For patient education materials on this topic, contact American Heart Association, 7320 Greenville Avenue, Dallas, TX 75231, (214) 373-6300.

Prognosis

  • ASD closure in asymptomatic or minimally symptomatic adults reduces morbidity but not mortality (9)[A].
  • ASD closure before age 25 in symptomatic adults improves morbidity and likely reduces mortality, and some benefits may occur even in older patients. However, if ASD repair is deferred until after adolescence, the long-term risk of future atrial arrhythmias may not be decreased.
  • 50% mortality by age 50 in untreated symptomatic patients with large defects

Complications

  • Congestive heart failure
  • Late-onset arrhythmias 10–20 years after surgery (5%)
  • Stroke
  • Pulmonary hypertension
  • Eisenmenger syndrome
  • Infective endocarditis (ostium primum defects > ostium secundum defects)
  • Perioperative atrial tachyarrhythmias occurred in 10–13% of patients.
  • Device embolization (1%), cardiac perforation, thrombus formation, endocarditis, supraventricular arrhythmias postpercutaneous closure

References

1. Improved National Prevalence for 18 Selected Major Birth Defects – United States, 1999–2001. MMWR. 2006;54(51–54):1301.

2. Hart SA, Krasuski RA, et al. Incidence of asymptomatic patent foramen ovale according to age. Ann Intern Med. 2009;150:431–2.

3. McMahon CJ, Feltes TF, Fraley JK et al. Natural history of growth of secundum atrial septal defects and implications for transcatheter closure. Heart. 2002;87:256–9.

4. Hanslik A, Pospisil U, Salzer-Muhar U, Greber-Platzer S, Male C, et al. Predictors of spontaneous closure of isolated secundum atrial septal defect in children: a longitudinal study. Pediatrics.2006;118:1560–5.

5. Holzer R, Hijazi ZM. Interventional approach to congenital heart disease. Curr Opin Cardiol. 2004;19:84–90.

6. Onorato E, Melzi G, Casilli F et al. Patent foramen ovale with paradoxical embolism: mid-term results of transcatheter closure in 256 patients. J Interv Cardiol. 2003;16:43–50.

7. Krasuski RA, Hart SA, Allen D, Qureshi A, Pettersson G, Houghtaling PL, Batizy LH, Blackstone E, et al. Prevalence and repair of intraoperatively diagnosed patent foramen ovale and association with perioperative outcomes and long-term survival. JAMA. 2009;302:290–7.

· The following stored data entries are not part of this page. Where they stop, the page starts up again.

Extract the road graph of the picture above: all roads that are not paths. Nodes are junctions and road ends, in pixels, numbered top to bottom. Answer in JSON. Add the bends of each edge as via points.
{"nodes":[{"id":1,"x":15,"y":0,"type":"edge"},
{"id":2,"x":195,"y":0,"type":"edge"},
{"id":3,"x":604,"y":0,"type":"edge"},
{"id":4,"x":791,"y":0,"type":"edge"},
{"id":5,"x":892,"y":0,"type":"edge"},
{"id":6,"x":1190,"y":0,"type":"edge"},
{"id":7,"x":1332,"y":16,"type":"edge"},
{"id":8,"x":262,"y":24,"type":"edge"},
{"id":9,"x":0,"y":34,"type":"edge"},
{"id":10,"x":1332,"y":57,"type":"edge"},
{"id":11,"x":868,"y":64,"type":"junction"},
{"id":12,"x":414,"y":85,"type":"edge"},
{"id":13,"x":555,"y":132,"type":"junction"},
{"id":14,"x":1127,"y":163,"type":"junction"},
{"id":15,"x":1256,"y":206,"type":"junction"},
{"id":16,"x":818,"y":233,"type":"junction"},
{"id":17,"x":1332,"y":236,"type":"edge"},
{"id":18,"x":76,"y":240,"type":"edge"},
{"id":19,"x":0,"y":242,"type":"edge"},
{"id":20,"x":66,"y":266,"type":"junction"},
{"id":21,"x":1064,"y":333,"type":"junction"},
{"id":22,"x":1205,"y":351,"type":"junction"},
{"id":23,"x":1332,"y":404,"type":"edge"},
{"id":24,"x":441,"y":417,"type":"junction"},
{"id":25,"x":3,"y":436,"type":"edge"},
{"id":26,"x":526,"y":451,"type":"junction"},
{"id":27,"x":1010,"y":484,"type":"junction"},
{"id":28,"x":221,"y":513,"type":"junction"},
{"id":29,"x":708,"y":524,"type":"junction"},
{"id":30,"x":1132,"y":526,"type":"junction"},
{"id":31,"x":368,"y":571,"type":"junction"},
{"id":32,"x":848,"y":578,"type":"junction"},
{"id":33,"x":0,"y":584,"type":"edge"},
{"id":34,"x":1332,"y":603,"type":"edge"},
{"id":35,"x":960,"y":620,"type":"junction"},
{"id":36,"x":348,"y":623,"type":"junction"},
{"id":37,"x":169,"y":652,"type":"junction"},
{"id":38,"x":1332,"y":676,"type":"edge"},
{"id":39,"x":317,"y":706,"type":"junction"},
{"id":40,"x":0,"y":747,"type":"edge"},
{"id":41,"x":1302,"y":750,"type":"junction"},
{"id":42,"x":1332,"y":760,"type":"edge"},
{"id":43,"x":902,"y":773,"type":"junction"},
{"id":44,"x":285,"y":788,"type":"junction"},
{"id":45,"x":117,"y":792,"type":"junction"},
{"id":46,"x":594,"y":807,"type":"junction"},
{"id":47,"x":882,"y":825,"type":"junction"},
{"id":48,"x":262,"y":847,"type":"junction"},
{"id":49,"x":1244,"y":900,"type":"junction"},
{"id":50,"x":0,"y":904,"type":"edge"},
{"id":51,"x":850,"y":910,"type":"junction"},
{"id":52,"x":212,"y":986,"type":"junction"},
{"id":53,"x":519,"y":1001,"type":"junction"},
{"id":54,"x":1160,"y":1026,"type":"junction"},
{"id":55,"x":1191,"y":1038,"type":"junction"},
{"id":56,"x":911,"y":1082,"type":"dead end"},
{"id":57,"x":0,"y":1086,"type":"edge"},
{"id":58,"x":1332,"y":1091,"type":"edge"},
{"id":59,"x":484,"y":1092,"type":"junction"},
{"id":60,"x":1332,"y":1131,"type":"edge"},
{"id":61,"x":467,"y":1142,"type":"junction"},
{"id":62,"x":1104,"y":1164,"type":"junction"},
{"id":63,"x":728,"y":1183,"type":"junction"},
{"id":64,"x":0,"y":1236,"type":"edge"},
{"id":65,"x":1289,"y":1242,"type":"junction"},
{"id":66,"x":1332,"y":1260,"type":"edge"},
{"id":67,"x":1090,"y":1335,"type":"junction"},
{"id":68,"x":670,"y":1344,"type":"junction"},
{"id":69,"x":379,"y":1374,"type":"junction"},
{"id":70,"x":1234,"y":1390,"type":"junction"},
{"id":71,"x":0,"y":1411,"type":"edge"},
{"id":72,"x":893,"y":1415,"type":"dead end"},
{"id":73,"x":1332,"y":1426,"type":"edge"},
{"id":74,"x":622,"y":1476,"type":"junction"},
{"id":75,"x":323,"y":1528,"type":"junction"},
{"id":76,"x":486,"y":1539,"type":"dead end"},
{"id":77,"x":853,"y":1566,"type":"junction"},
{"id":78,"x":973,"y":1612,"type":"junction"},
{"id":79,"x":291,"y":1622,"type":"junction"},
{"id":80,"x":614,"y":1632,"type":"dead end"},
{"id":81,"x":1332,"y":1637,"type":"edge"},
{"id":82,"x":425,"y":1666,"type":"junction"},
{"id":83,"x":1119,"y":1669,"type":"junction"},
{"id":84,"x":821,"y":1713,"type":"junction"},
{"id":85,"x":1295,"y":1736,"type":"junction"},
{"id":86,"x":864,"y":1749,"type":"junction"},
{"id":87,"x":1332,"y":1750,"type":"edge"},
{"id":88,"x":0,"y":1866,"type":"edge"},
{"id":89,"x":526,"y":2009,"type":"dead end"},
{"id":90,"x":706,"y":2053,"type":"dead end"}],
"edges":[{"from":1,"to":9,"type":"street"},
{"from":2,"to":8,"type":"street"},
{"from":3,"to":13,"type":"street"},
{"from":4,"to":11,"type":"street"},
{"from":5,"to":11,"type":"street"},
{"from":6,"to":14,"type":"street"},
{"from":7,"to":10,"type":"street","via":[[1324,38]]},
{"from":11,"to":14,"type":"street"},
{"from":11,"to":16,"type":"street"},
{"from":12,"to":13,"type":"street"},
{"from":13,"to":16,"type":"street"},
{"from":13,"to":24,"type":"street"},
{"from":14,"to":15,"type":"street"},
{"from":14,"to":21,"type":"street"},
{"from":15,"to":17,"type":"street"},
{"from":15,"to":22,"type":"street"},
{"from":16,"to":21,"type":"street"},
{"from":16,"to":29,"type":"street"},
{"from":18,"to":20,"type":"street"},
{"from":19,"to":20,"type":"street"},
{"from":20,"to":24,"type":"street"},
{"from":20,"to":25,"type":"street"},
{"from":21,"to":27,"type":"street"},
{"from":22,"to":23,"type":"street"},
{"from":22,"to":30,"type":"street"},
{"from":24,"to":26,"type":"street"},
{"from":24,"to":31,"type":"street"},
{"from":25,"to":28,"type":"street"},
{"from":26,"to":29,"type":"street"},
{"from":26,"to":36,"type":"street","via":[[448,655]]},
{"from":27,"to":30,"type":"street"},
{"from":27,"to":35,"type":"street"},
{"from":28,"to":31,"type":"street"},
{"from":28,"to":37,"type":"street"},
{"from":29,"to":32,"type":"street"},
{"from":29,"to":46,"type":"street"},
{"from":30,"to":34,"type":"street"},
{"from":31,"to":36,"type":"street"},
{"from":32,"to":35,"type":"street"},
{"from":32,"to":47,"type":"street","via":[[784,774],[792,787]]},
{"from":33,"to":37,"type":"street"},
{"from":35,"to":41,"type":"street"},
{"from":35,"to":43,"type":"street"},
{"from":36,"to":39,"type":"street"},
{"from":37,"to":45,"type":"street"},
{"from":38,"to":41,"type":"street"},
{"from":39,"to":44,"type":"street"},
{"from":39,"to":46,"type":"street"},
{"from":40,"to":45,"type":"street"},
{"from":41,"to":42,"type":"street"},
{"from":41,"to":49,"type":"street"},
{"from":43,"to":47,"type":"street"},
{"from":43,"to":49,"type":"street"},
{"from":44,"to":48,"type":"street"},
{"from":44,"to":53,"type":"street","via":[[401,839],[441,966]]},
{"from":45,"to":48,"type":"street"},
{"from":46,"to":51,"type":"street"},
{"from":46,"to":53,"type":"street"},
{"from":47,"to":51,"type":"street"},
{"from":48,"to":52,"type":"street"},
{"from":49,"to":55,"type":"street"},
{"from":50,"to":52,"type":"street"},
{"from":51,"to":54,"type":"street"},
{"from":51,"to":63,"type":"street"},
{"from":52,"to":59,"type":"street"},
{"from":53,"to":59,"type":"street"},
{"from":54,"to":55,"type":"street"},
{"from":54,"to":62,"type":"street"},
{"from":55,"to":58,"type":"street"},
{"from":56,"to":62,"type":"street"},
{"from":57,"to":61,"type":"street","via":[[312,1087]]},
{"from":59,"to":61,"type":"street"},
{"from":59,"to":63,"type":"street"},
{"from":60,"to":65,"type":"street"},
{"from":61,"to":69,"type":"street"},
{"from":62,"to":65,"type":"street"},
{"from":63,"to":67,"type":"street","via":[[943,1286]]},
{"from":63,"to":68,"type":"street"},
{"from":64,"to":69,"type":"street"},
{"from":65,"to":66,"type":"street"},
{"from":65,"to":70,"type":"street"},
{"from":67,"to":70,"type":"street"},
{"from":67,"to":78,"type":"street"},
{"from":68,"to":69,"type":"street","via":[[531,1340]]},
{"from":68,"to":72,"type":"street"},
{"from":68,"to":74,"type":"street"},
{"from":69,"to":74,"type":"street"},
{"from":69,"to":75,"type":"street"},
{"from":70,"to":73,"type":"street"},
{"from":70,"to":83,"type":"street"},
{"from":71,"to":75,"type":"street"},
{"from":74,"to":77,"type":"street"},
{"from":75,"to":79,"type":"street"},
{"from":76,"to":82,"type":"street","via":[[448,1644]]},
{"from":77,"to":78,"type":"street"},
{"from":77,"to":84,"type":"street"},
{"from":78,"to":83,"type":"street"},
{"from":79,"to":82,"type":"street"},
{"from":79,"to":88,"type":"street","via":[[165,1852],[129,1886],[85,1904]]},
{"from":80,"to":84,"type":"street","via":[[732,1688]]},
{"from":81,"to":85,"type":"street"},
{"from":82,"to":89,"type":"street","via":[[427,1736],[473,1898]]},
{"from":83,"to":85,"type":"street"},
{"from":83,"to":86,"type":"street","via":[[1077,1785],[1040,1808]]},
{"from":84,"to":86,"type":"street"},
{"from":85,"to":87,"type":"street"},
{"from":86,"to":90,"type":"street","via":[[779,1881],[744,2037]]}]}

8. Morandi E, Anzola GP, Angeli S et al. Transcatheter closure of patent foramen ovale: a new migraine treatment? J Interv Cardiol. 2003;16:39–42.

9. Attie F, Rosas M, Granados N et al. Surgical treatment for secundum atrial septal defects in patients >40 years old. A randomized clinical trial. J Am Coll Cardiol. 2001;38:2035–42.

Additional Reading

Lindsey J, Hillis L. Clinical update: atrial septal defect in adults. http://www.thelancet.com Vol 369 April 14, 2007.

See Also (Topic, Algorithm, Electronic Media Element)

Aortic Valvular Stenosis; Coarctation of the Aorta; Patent Ductus Arteriosus; Pulmonic Valvular Stenosis; Tetralogy of Fallot; Ventricular Septal Defect

Codes

ICD9

  • 745.5 Ostium secundum, type atrial septal defect
  • 745.60 Endocardial cushion defect, unspecified type
  • 745.61 Ostium primum defect
  • 745.69 Other endocardial cushion defects

Snomed

  • 70142008 Atrial septal defect (disorder)
  • 17718000 ostium primum defect (disorder)
  • 204315000 atrial septal defect within oval fossa (disorder)
  • 95268002 sinus venosus atrial septal defect (disorder)
  • 360481003 common atrioventricular canal (disorder)

Clinical Pearls

  • ASD is often missed due to subtle clinical presentation.
  • Ideally, hemodynamically significant ASDs should be closed in early childhood, though some benefit from closure also is present in older patients.
  • Many ASDs can be treated by catheter-directed percutaneous closure, rather than open-heart surgery.
  • Routine endocarditis prophylaxis is not recommended for isolated ASDs.
  • PFOs, unlike large ASDs, are very common and generally require no treatment in asymptomatic people.